Twenty years ago, Carolyn Butts founded the Reel Sisters Film Festival to showcase films directed, produced, and written by women of color. Now, the Brooklyn-based film festival is celebrating two decades of job creation and access for women of color behind the camera. “We have played a pivotal role in creating spaces for us to share our stories,” said Butts. Over the last 21 years, the festival has screened over 3,000 films, distributed more than $25,000 in scholarship money to women of color filmmakers and helped filmmakers get their films distributed to institutions like Third World Newsreel, Black Public Media, and Centric/BET TV.”

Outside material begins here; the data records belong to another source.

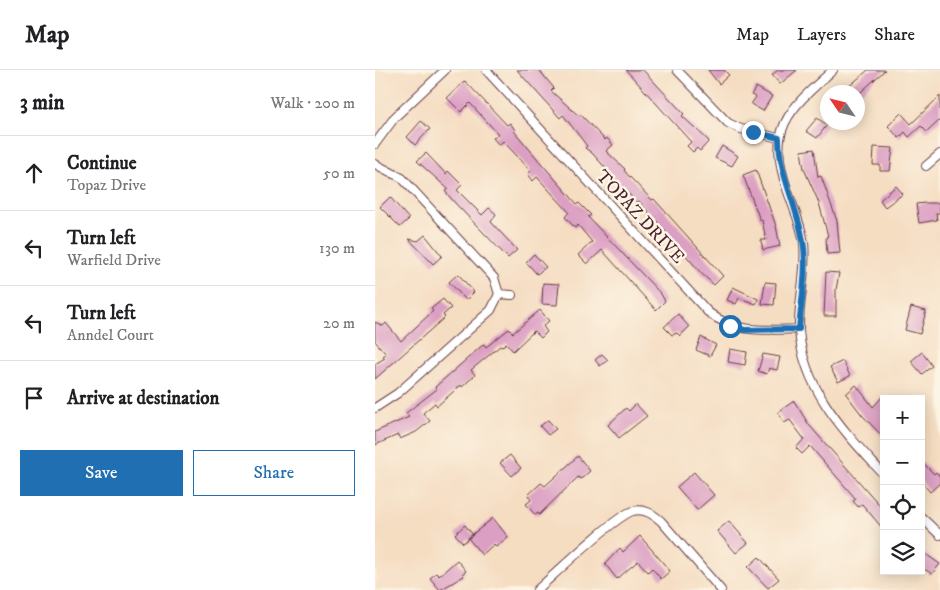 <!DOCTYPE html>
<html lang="en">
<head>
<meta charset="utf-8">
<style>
	:root { --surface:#fff; --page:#f2f2f2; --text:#202124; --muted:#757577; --line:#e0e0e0; --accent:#1f6fb2 }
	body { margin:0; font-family:"IM FELL DW Pica",serif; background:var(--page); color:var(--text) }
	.controls { position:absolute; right:15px; bottom:15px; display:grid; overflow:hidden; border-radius:0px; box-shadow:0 2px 12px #0003 }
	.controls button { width:45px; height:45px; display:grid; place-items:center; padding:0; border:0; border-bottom:1px solid var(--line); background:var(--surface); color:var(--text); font:25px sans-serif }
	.compass { position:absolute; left:445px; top:15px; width:45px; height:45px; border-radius:50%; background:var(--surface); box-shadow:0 2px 12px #0003; rotate:305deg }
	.stop { position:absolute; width:15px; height:15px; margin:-11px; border:4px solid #1f6fb2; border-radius:50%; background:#fff }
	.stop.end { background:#1f6fb2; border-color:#fff; box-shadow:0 1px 5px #0008 }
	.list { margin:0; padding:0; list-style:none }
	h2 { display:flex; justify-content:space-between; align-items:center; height:65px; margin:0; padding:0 20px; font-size:21px }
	h2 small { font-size:16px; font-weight:400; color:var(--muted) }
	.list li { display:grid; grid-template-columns:32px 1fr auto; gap:15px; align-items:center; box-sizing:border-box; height:75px; padding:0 20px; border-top:1px solid var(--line) }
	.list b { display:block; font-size:19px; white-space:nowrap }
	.list p { margin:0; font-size:16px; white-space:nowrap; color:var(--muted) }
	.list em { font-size:16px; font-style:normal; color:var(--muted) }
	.actions { display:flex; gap:10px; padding:15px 20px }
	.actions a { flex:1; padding:11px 0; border:1px solid var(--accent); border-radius:0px; text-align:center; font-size:18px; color:var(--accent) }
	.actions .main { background:var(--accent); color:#fff }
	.icon { flex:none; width:28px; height:28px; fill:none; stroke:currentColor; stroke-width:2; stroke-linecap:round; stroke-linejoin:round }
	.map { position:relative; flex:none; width:565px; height:520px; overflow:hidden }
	header { display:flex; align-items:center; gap:30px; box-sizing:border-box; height:70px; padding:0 25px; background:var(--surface); border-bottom:1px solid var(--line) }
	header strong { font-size:24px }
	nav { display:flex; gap:28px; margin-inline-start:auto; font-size:18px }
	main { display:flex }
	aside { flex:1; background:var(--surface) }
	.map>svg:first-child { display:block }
</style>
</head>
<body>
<header>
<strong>Map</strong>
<nav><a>Map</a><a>Layers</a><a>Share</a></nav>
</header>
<main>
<aside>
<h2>3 min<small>Walk · 200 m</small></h2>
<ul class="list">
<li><svg class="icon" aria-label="ahead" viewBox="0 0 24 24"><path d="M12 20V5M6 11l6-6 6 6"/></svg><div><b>Continue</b><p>Topaz Drive</p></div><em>50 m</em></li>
<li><svg class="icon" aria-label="left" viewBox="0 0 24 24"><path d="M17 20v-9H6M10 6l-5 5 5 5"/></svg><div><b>Turn left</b><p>Warfield Drive</p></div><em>130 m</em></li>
<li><svg class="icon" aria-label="left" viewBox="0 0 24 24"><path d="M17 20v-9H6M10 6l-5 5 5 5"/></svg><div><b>Turn left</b><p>Anndel Court</p></div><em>20 m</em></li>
<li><svg class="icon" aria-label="arrive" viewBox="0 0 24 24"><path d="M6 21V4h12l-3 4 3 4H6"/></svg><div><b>Arrive at destination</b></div></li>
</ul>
<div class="actions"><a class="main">Save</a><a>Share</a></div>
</aside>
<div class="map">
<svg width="565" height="520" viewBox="0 0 565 520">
	<rect width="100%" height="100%" fill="#fcf5e5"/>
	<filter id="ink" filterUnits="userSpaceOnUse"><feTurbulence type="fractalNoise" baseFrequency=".02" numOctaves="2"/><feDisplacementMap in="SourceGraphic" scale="10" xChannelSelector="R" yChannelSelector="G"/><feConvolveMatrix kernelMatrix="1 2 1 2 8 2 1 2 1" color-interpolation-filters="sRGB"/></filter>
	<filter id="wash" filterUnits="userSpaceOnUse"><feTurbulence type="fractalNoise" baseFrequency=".0096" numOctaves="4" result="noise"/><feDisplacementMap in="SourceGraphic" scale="20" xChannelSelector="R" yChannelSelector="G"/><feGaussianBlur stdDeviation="1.12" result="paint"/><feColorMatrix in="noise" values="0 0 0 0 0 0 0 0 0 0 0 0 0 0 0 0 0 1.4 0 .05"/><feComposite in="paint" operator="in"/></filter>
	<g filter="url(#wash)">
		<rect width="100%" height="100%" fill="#f5ddc2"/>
		<g id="blocks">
			<path fill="#db9fc3" d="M142,0h22l15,18 -3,3 28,25 2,-1 24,25 2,-2 6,7 -7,6 19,18 -1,1 3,4 25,26 2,-1 69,77 -9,9 -13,-12 -62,-72 -2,2 -45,-50 -7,-5 2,-2 -24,-31 -3,3z
				M251,0h17l41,44 -2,2 27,25 -9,10 -3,-3 -4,4 -6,-6 4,-4z
				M333,0h16l5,5 -10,9z
				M403,0h19l-17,14 -8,-9z
				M493,0h17l-24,22h-9l-5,-4z
				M90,11l42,44 3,-2 5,7 -1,1 27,32 36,41 2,-1 12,12 -3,2 73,77 4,7 -9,9 -54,-60 -15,14 -9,-9 14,-13 -14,-17 -3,3 -10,-11 4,-5 -32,-35 -4,4 -5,-7 3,-3 -28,-30 -4,4 -6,-7 5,-4 -28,-31 -9,9 -14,-14z
				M381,17l16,9 -9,15 -12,-7 5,-7 -5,-2z
				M565,26v24l-13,12 -6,-6 -12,11 -4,-5 -6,6 -11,-12 13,-13 10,11z
				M442,48l10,7 -10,13 -11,-7z
				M46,51l9,8 -15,16 -8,-8z
				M347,76l16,10 -6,10 -17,-8z
				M499,77l19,1 -3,23h-10v-6h-7z
				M439,79l4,28 3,-1 16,45 3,32 -13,1 -1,-17 2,-1 -9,-33 -15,-34 -3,-18z
				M51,83l20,21 2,-3 14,14 -5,5 25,25 7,-7 7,6 -5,8 26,28 -9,8 -53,-55 -10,-12 3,-2 -31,-28z
				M381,100l20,56 4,20 -17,4 -2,-10h5l-4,-20h-2l-17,-45z
				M521,116l7,8 -18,13 -5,-7z
				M15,127l19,22 -9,8 -20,-20z
				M550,133h15v10h-4l1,7 -18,3 -3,-19z
				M50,165l17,21 -9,8 -24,-25 9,2z
				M159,184l12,13 -9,7 -11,-12z
				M451,202l13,1 -3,17v26h-12z
				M83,204l16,18 -8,8 -17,-18z
				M390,212l11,1 -2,22 -12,-1z
				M168,213l16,1 -2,21 -15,-1z
				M358,217l25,12 -2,5 -17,-6 -3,6 -9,-4z
				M68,229l8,9 -8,7 2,2 -70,62v-15l10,-6 -2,-2 3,-2 -11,-13v-19l8,4 3,-3 15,18 32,-30 -2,-2z
				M536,237l15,4 -6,23 -15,-4z
				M165,240l9,11 -6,5 4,6 -6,6 -7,-7 -21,20 -7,-8 -4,4 -2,-1 -29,24 4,5 -13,12 -1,-2 -24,21 -2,-3 -12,10 7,8 -14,11 -16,7 -2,-4 -23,10v-13l34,-15 -3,-4 31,-24 -2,-2 49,-43 2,3 23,-18 4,4z
				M303,244l11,13 -9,9 -3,-3 -5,2 -8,-8z
				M326,267l15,8 -6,11 -14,-6z
				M355,279l17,3 -2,13 -17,-3z
				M547,282l10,14 -10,8 -11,-13z
				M227,284l6,6 -8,6 -5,-6z
				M388,284l17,3 -3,13 -8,-2 -2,6 -9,-3z
				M468,291l7,15 -12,6 -8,-15z
				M481,315l17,22 11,-12v43l-22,-23 -16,-21z
				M419,331l15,24 75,85v20l-22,-26 -4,3 -5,-6 3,-2 -46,-53 -8,8 -6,-6 8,-9 -14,-19 -6,3 -6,-11z
				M261,334l11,12 -28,22 -11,-13 18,-17 3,3z
				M173,350l8,9 -8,6 -8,-9z
				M135,385l11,13 -9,8 -12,-13z
				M203,386l12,15 -9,8 -3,-2 -39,38 -1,-2 -3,2 -9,-11 5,-4 -3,-5 13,-12 4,3z
				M546,391l13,13 2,-2 4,5v6l-10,9 -9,-11z
				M319,402l20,23 -17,15 -20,-23z
				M118,448l15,19 -12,10 -2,-3 -12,11 -14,-17z
				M354,451l19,22 -12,10 -19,-22z
				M90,455l8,10 -10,8 -8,-9z
				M265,466l30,35 -9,8 -9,-11 -4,4 -10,-11 -21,18 -12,-15 15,-16 3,4z
				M549,483l16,11 -8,10 -11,-7v-9z
				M384,487l20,22 -11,9 -20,-21z
				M82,490l9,11 -4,3 2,2 -24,14 -10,-12 6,-5 3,3z"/>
		</g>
	</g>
	<g filter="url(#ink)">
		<use href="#blocks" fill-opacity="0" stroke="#643c42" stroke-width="1"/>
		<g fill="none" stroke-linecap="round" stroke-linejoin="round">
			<defs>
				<path id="street" d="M111,0l222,242c27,22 58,18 91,17
					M302,0l51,53 13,6 38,9
					M458,0c-43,39 -67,57 -46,119 6,18 14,35 17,54 3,29 -6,59 -5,87 4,60 47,103 85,145
					M0,74l20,-27 50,-47
					M0,94l27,14 92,100 5,16 -8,16 -93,83 -23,15
					M551,96l14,-12
					M124,224l13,1
					M546,447l19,18
					M162,520c17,-15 79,-75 96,-79 11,-3 20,3 28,10l60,69"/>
			</defs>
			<use href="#street" stroke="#643c42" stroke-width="10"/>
			<use href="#street" stroke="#fff" stroke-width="8"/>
		</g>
	</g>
	<g fill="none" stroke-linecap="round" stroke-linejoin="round" filter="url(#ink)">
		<path stroke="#1f6fb2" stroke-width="6" d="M355,256l15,4 54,-1c2,-26 9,-62 4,-88 -6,-36 -24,-66 -24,-103l-26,-6"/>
	</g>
	<g text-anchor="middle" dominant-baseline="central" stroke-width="5" stroke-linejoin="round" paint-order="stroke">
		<g font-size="18" fill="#4a1f2b" stroke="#fcf5e5">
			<text transform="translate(265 147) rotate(47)">TOPAZ DRIVE</text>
		</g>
	</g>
</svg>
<div class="controls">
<button>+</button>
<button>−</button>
<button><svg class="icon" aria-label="locate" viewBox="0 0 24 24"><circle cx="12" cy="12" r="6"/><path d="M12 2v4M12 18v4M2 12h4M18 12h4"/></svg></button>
<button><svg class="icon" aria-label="layers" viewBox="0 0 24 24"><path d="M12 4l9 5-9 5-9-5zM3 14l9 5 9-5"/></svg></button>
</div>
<svg class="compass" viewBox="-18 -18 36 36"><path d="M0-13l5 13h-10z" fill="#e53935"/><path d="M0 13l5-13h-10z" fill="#757577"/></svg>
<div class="stop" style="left:355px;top:256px"></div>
<div class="stop end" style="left:378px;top:62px"></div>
</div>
</main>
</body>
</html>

The Reel Sisters of the Diaspora Film Festival & Lecture Series is an annual two-day film festival founded by African Voices magazine and Long Island University’s Media Arts Dept. The Reel Sisters 21st-anniversary event will take place from Oct. 20-21, 2018, in Brooklyn, New York. “After 21 years, we’re very proud to be among a select group of film festivals that can recommend short narratives for Oscar consideration,” said Butts. “Our new status means Black, Latino, Asian, Indian, African and Caribbean women now have another path to earning an Oscar, which can open the doors for getting paid producing and directing jobs.”
Although we’re making strides in representation and film, Butts wants to make it clear: “We still need to see Hollywood hiring more women directors in general,” she said. The door is cracked open but our job is to keep fighting until the top of the credit line reflects the ticketholders that made Black Panther
a $1.344 billion box office success this summer. We need more women and people of color producing and directing films. According to a study on diversity in film conducted by the USC Annenberg School for Communication and Journalism, 28 women have worked as directors across the 700 top films from 2007 to 2014. Only three were African American. We still have work to do despite the PR campaign for equity and the success of films like Black Panther, Mudbound, Get Out and A Wrinkle In Time. I’m working on a project similar to Sundance TV where the films from Reel Sisters can connect with a global audience via a streaming platform like Netflix or Hulu. The Reel Sisters Tea & Cinema TV would give women of color a chance to get paid for creating, developing, and distributing their stories.” Carolyn ButtsThe theme for this year’s festival is #time4self which will showcase films dedicated to self-care, wellness, and healing. When asked about a simple way we can exercise self-care daily, Butts responded, “Breathing. We’re so busy pushing that we rarely slow down a moment to deeply inhale and appreciate the beauty that surrounds us. I have to remind myself to breathe deeply and release. My personal self-care practices are yoga, writing, meditation, and prayer,” she said.